John Stuart Mill, Darwin’s contemporary, was interested in human character and the features of human personality that allow us to explore and express our individuality. He argued that political liberty meant the freedom for each of us to be different from everyone else, being able to choose a way of living that suited us as individuals. The expression of variation in character and personality make society both more interesting and stronger. For Mill, fitting in socially was a troubling idea, a sign of conformity and intellectual weakness. It was also a source of blindness to the moral failings and social injustices that surround us.
Martin Luther King echoed this idea when he said that he was proud to be maladjusted:
But I say to you, my friends … there are certain things in our nation and in the world about which I am proud to be maladjusted and which I hope all men of good-will will be maladjusted until the good societies realize. I say very honestly that I never intend to become adjusted to segregation and discrimination. I never intend to become adjusted to religious bigotry. I never intend to adjust myself to economic conditions that will take necessities from the many to give luxuries to the few, leave millions of God’s children smothering in an air tight cage of poverty in the midst of an affluent society. I never intend to adjust myself to the madness of militarism, to self‐defeating effects of physical violence.

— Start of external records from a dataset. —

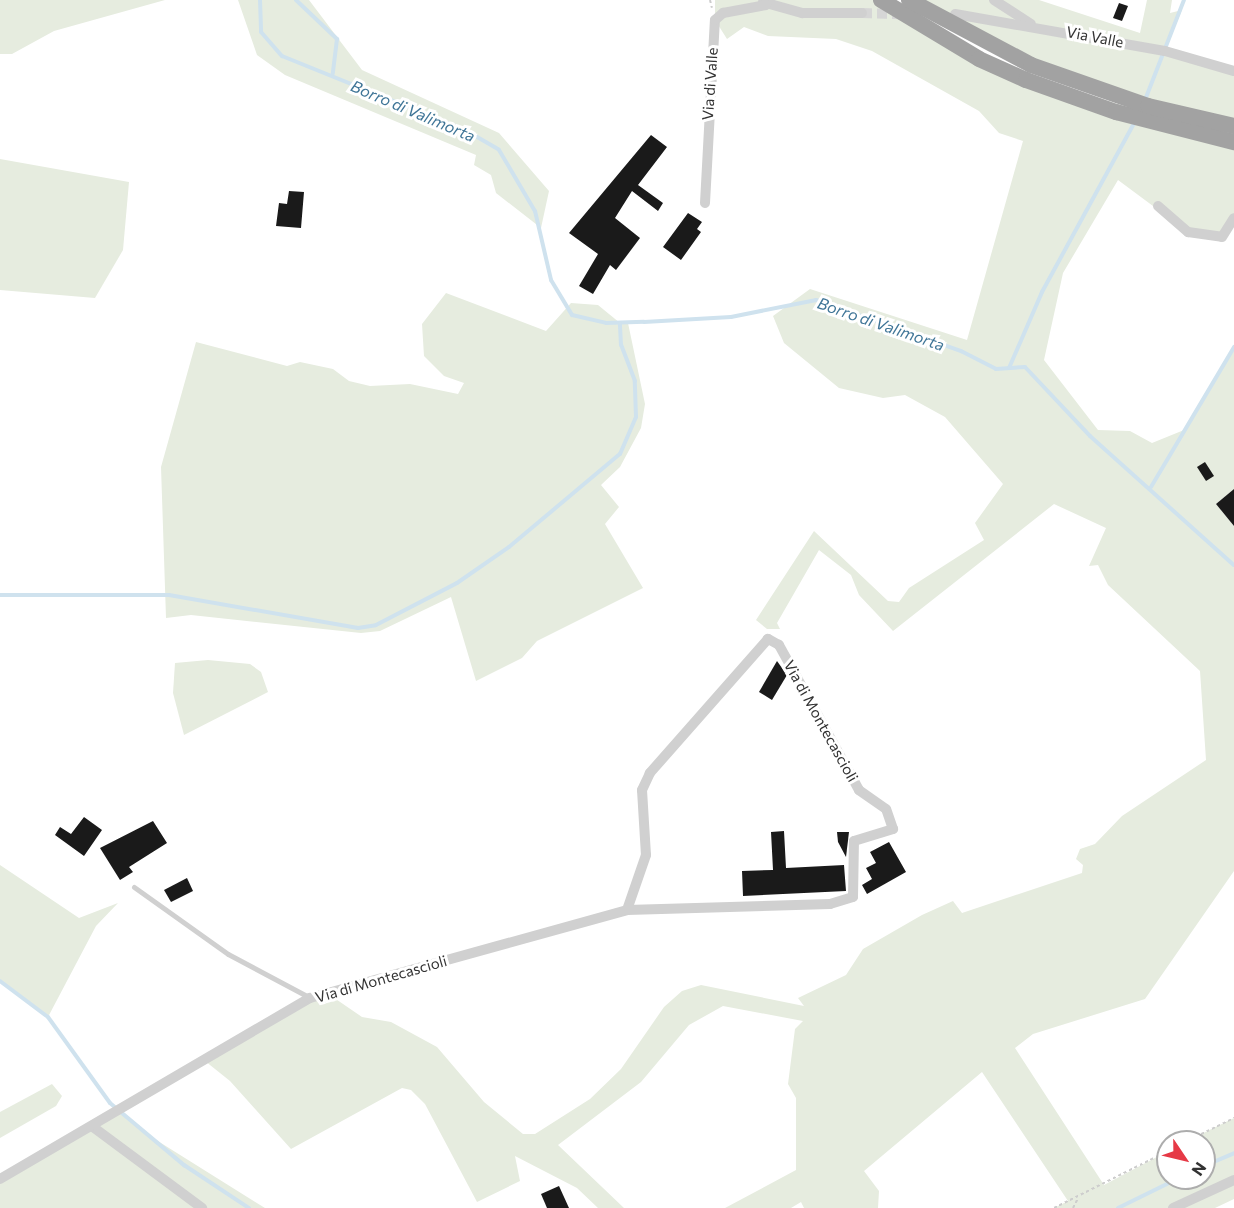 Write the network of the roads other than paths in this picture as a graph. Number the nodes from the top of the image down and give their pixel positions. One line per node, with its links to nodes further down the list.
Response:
1 (881, 0): 10 (highway)
2 (909, 0): 9 (highway)
3 (994, 0): 7 (street)
4 (763, 3): 5 (street, Via di Valle); 11 (street, Via di Valle)
5 (862, 13)
6 (955, 14): 7 (street, Via Valle)
7 (1034, 26): 8 (street, Via Valle)
8 (1234, 71)
9 (1234, 126)
10 (1234, 142)
11 (705, 203)
12 (1158, 206): 13 (street)
13 (1234, 218)
14 (134, 887): 16 (lane)
15 (627, 910): 15 (street, Via di Montecascioli); 16 (street, Via di Montecascioli)
16 (310, 998): 17 (street, Via di Montecascioli)
17 (93, 1127): 18 (street, Via di Montecascioli); 20 (street)
18 (0, 1179)
19 (1234, 1180): 21 (street)
20 (202, 1208)
21 (1173, 1208) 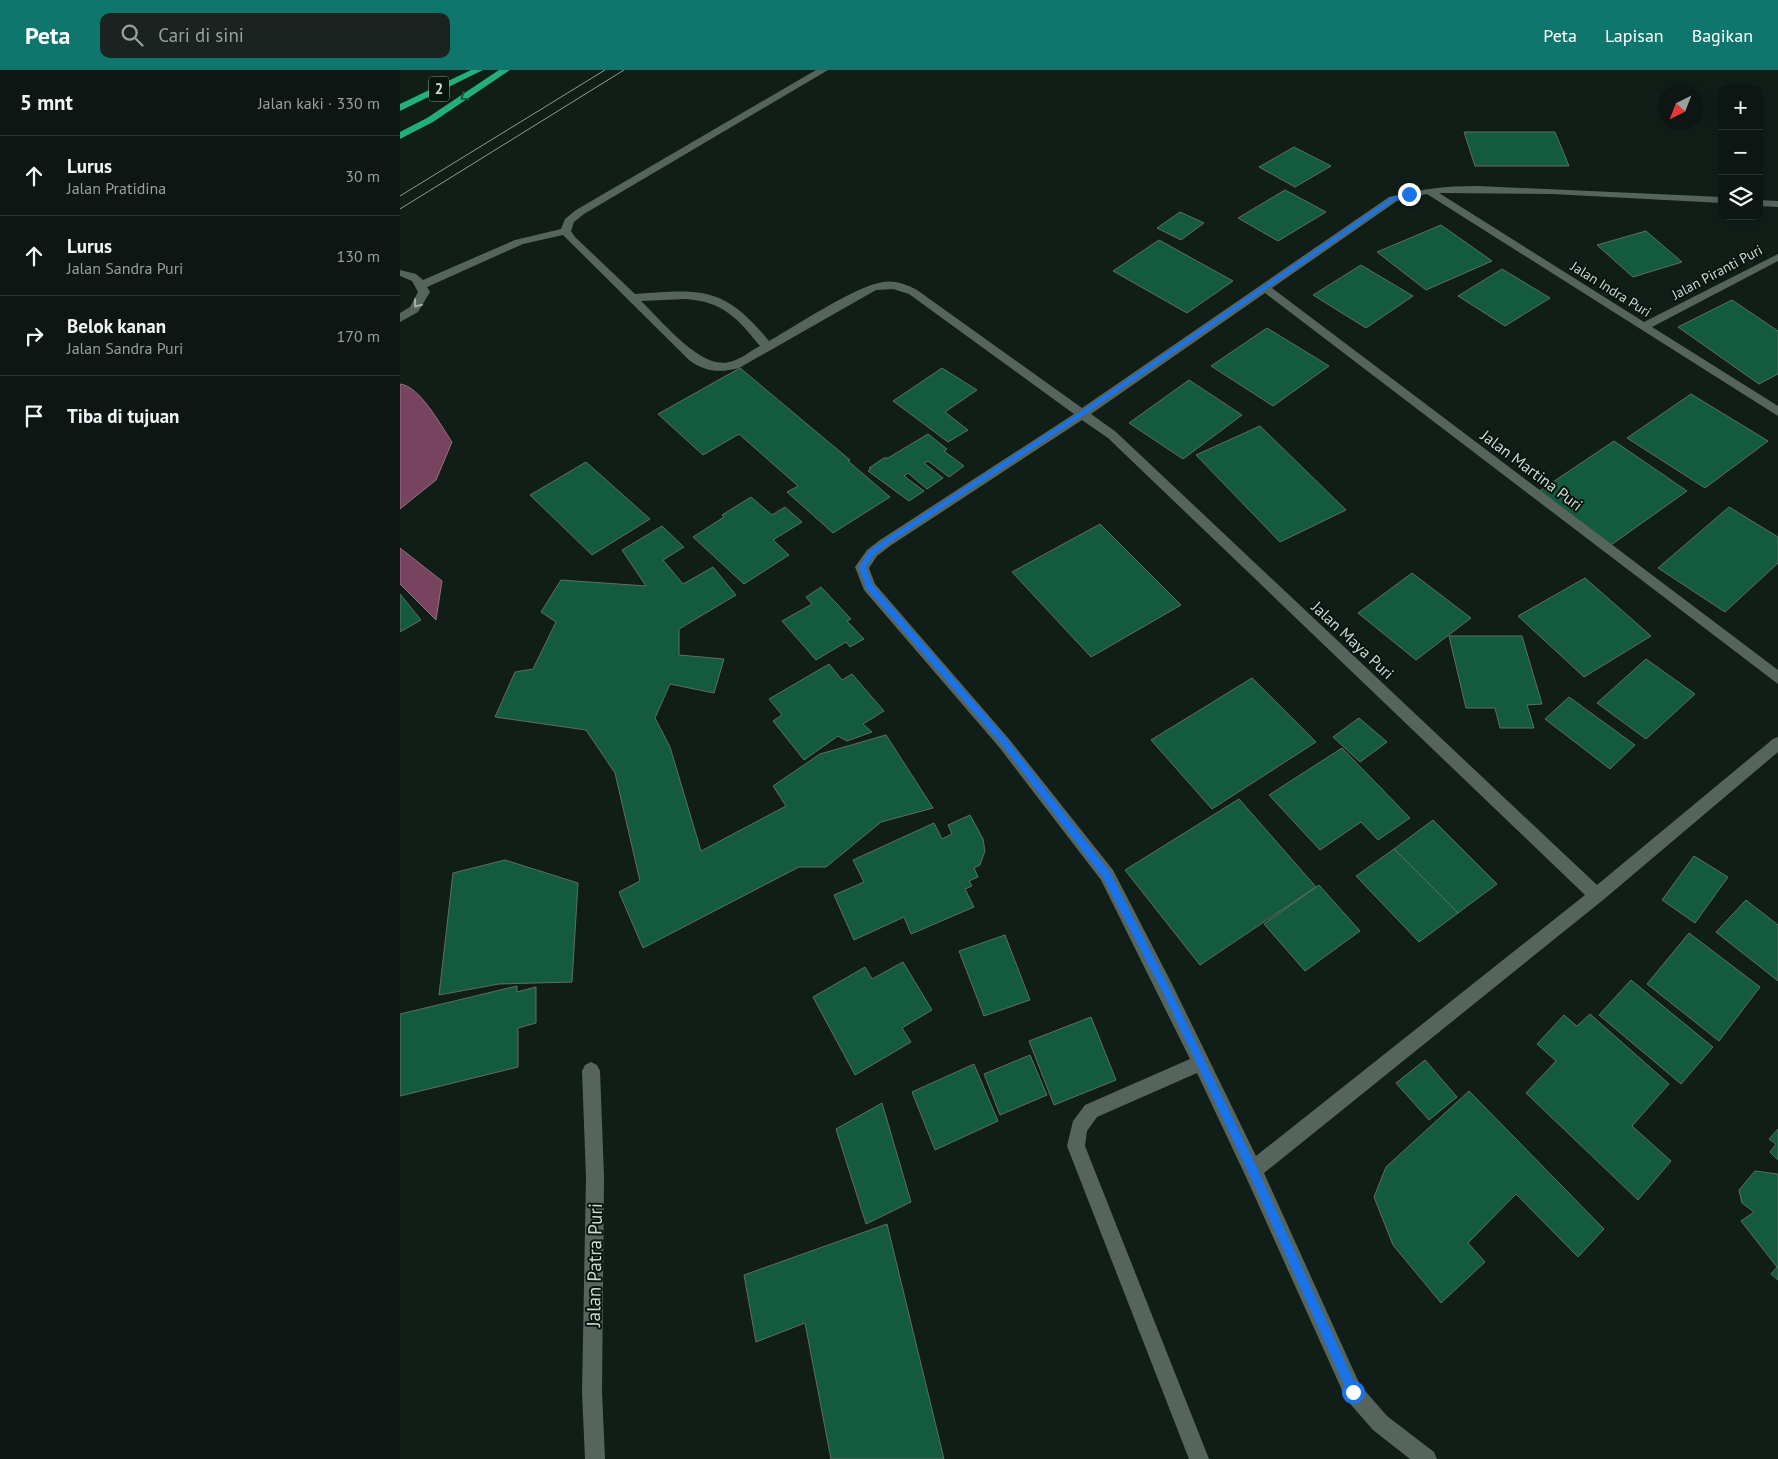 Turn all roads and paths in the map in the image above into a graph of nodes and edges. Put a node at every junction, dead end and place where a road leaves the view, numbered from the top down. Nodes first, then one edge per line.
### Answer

In a bad society, the society in which Martin Luther King lived, fitting in was unethical. In the almost sixty years since he made that speech some aspects of American society have improved greatly, others not at all. He was killed for speaking out against the unreflective acceptance of unfairness of his society, and he was not the last to suffer for his stand. And, of course, there are many other countries where the immorality is worse and the silencing of voices of dissent is more systematic.
There is another meaning of the word “fit”, namely a momentary but severe attack of illness, a violent outburst of some kind, or “a paroxysm of lunacy” (OED). To “have a fit” is a sign of sickness or of madness. Or it can be a sign of anger when we speak of a “fit of rage”. This is how I feel, when I hear people confuse the idea of the survival of the fittest with going to the gym. It is also how I feel, when I watch people and governments strike out at those who speak the truth, who choose to live their lives in their own way, determined not to conform to the false, the average, the consensus, and the polite indifference to social harms.
I try to keep my physical and mental health in good shape. I will do what I can to preserve the health of the earth, to maintain the environment to which my species has become so well-adapted. But I am not prepared to make my peace with a social system that tolerates inequality and celebrates greed, that encourages mindless conformity and cultural standardisation, that turns a blind eye to injustice in its many forms. I am determined to continue to undertake experiments in living, even if that means remaining maladjusted. When it comes to our contemporary society norms, I am happy not to fit.